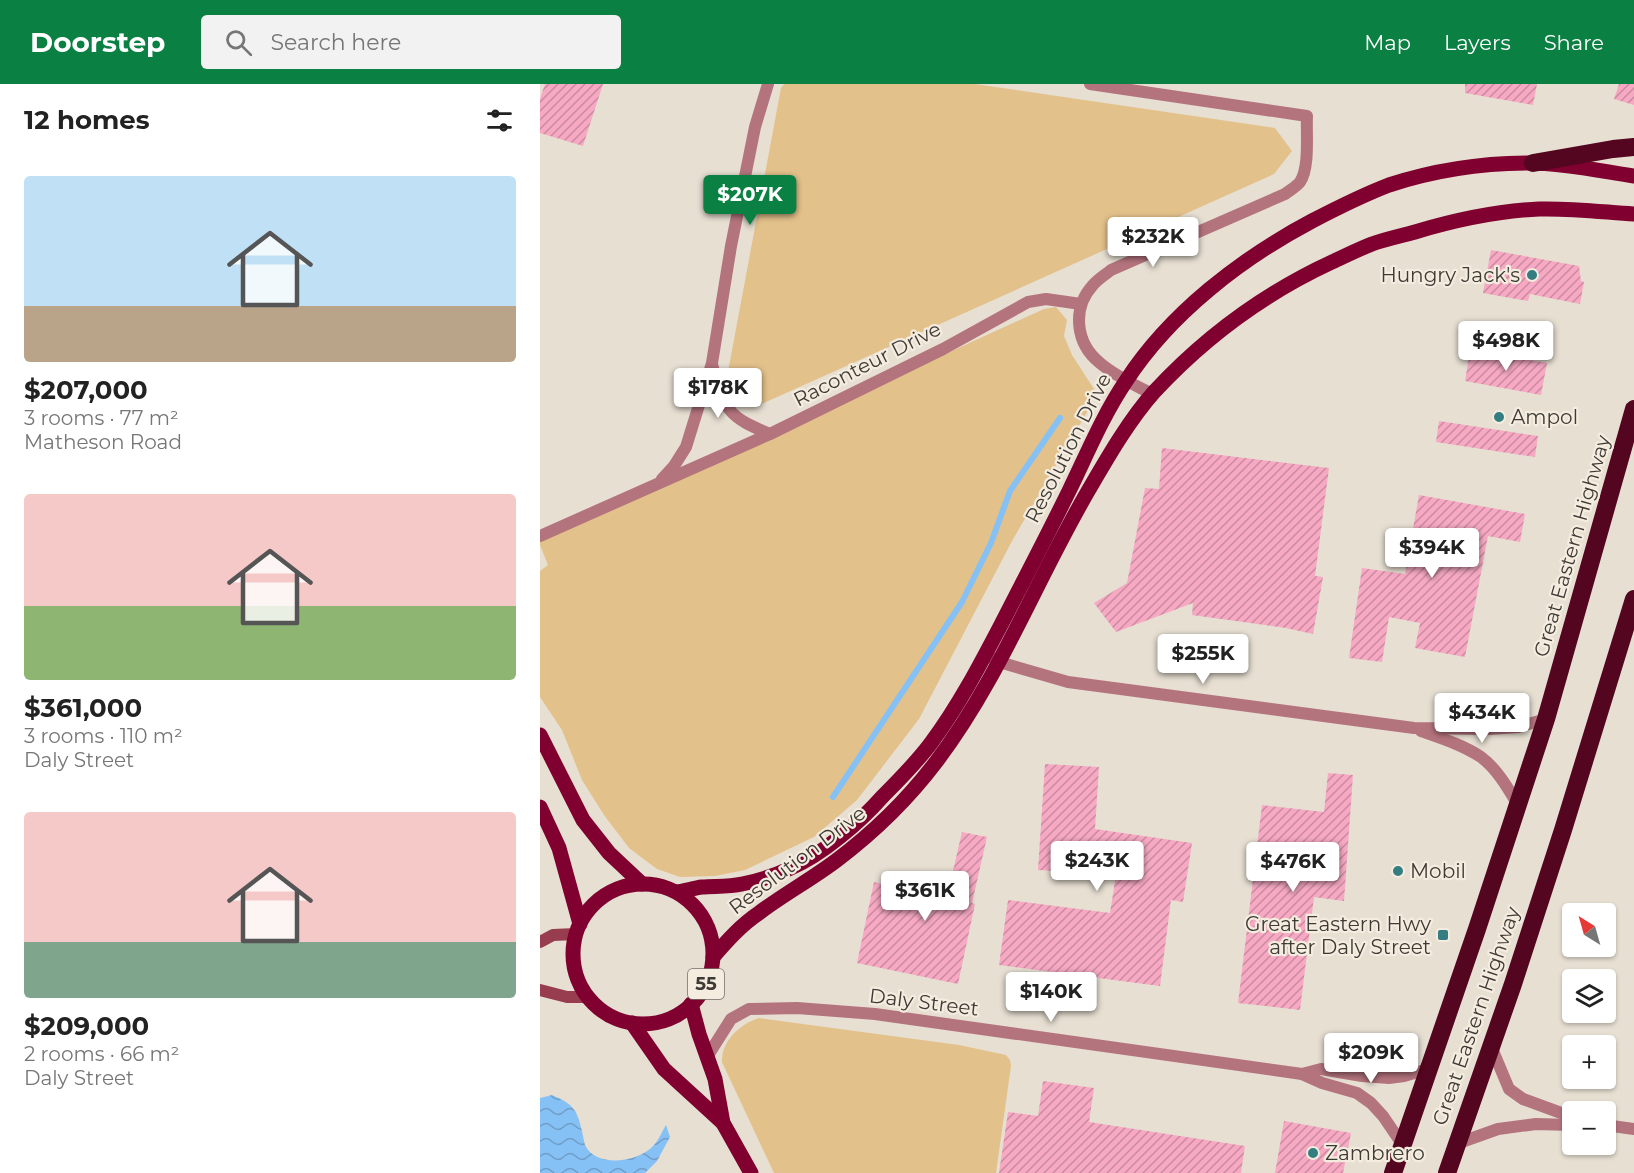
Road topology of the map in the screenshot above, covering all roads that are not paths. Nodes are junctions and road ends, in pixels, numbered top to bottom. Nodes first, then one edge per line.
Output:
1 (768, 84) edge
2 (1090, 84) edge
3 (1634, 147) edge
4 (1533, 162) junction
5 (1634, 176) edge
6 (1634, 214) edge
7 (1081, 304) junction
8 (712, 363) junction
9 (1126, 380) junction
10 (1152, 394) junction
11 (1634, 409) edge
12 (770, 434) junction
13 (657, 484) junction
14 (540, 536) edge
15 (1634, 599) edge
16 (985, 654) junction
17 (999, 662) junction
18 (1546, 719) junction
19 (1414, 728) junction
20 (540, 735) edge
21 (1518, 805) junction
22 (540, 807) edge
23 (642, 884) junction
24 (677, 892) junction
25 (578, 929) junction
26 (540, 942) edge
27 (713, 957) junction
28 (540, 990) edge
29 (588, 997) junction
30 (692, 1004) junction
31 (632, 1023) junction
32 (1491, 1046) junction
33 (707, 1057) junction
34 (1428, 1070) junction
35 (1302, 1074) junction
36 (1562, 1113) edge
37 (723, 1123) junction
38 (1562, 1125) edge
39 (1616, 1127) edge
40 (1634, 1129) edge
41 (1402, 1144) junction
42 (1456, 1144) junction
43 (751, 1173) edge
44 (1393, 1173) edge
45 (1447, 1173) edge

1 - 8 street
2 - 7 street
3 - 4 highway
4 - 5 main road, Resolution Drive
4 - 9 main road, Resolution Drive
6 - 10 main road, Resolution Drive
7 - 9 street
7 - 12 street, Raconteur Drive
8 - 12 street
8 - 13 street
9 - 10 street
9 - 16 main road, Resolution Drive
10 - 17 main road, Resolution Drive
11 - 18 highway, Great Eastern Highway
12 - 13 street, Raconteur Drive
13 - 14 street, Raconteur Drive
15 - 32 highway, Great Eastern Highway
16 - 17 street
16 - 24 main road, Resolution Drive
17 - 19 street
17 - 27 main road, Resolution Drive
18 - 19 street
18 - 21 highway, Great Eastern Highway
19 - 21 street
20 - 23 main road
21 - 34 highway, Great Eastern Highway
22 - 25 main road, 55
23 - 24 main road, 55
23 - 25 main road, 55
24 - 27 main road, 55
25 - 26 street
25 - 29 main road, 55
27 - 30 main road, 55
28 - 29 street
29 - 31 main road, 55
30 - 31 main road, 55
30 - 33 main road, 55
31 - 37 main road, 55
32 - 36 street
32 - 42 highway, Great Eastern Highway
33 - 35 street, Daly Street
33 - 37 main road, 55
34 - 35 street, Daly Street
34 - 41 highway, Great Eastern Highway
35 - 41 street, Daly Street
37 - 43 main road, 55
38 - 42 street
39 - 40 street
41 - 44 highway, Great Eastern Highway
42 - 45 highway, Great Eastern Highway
-=-=-
*EXERCISE OBJECTIVE:*
Give back the entire listing verbatim, without the pictures.

*COMPLETED EXERCISE:*
Road topology of the map in the screenshot above, covering all roads that are not paths. Nodes are junctions and road ends, in pixels, numbered top to bottom. Nodes first, then one edge per line.
Output:
1 (768, 84) edge
2 (1090, 84) edge
3 (1634, 147) edge
4 (1533, 162) junction
5 (1634, 176) edge
6 (1634, 214) edge
7 (1081, 304) junction
8 (712, 363) junction
9 (1126, 380) junction
10 (1152, 394) junction
11 (1634, 409) edge
12 (770, 434) junction
13 (657, 484) junction
14 (540, 536) edge
15 (1634, 599) edge
16 (985, 654) junction
17 (999, 662) junction
18 (1546, 719) junction
19 (1414, 728) junction
20 (540, 735) edge
21 (1518, 805) junction
22 (540, 807) edge
23 (642, 884) junction
24 (677, 892) junction
25 (578, 929) junction
26 (540, 942) edge
27 (713, 957) junction
28 (540, 990) edge
29 (588, 997) junction
30 (692, 1004) junction
31 (632, 1023) junction
32 (1491, 1046) junction
33 (707, 1057) junction
34 (1428, 1070) junction
35 (1302, 1074) junction
36 (1562, 1113) edge
37 (723, 1123) junction
38 (1562, 1125) edge
39 (1616, 1127) edge
40 (1634, 1129) edge
41 (1402, 1144) junction
42 (1456, 1144) junction
43 (751, 1173) edge
44 (1393, 1173) edge
45 (1447, 1173) edge

1 - 8 street
2 - 7 street
3 - 4 highway
4 - 5 main road, Resolution Drive
4 - 9 main road, Resolution Drive
6 - 10 main road, Resolution Drive
7 - 9 street
7 - 12 street, Raconteur Drive
8 - 12 street
8 - 13 street
9 - 10 street
9 - 16 main road, Resolution Drive
10 - 17 main road, Resolution Drive
11 - 18 highway, Great Eastern Highway
12 - 13 street, Raconteur Drive
13 - 14 street, Raconteur Drive
15 - 32 highway, Great Eastern Highway
16 - 17 street
16 - 24 main road, Resolution Drive
17 - 19 street
17 - 27 main road, Resolution Drive
18 - 19 street
18 - 21 highway, Great Eastern Highway
19 - 21 street
20 - 23 main road
21 - 34 highway, Great Eastern Highway
22 - 25 main road, 55
23 - 24 main road, 55
23 - 25 main road, 55
24 - 27 main road, 55
25 - 26 street
25 - 29 main road, 55
27 - 30 main road, 55
28 - 29 street
29 - 31 main road, 55
30 - 31 main road, 55
30 - 33 main road, 55
31 - 37 main road, 55
32 - 36 street
32 - 42 highway, Great Eastern Highway
33 - 35 street, Daly Street
33 - 37 main road, 55
34 - 35 street, Daly Street
34 - 41 highway, Great Eastern Highway
35 - 41 street, Daly Street
37 - 43 main road, 55
38 - 42 street
39 - 40 street
41 - 44 highway, Great Eastern Highway
42 - 45 highway, Great Eastern Highway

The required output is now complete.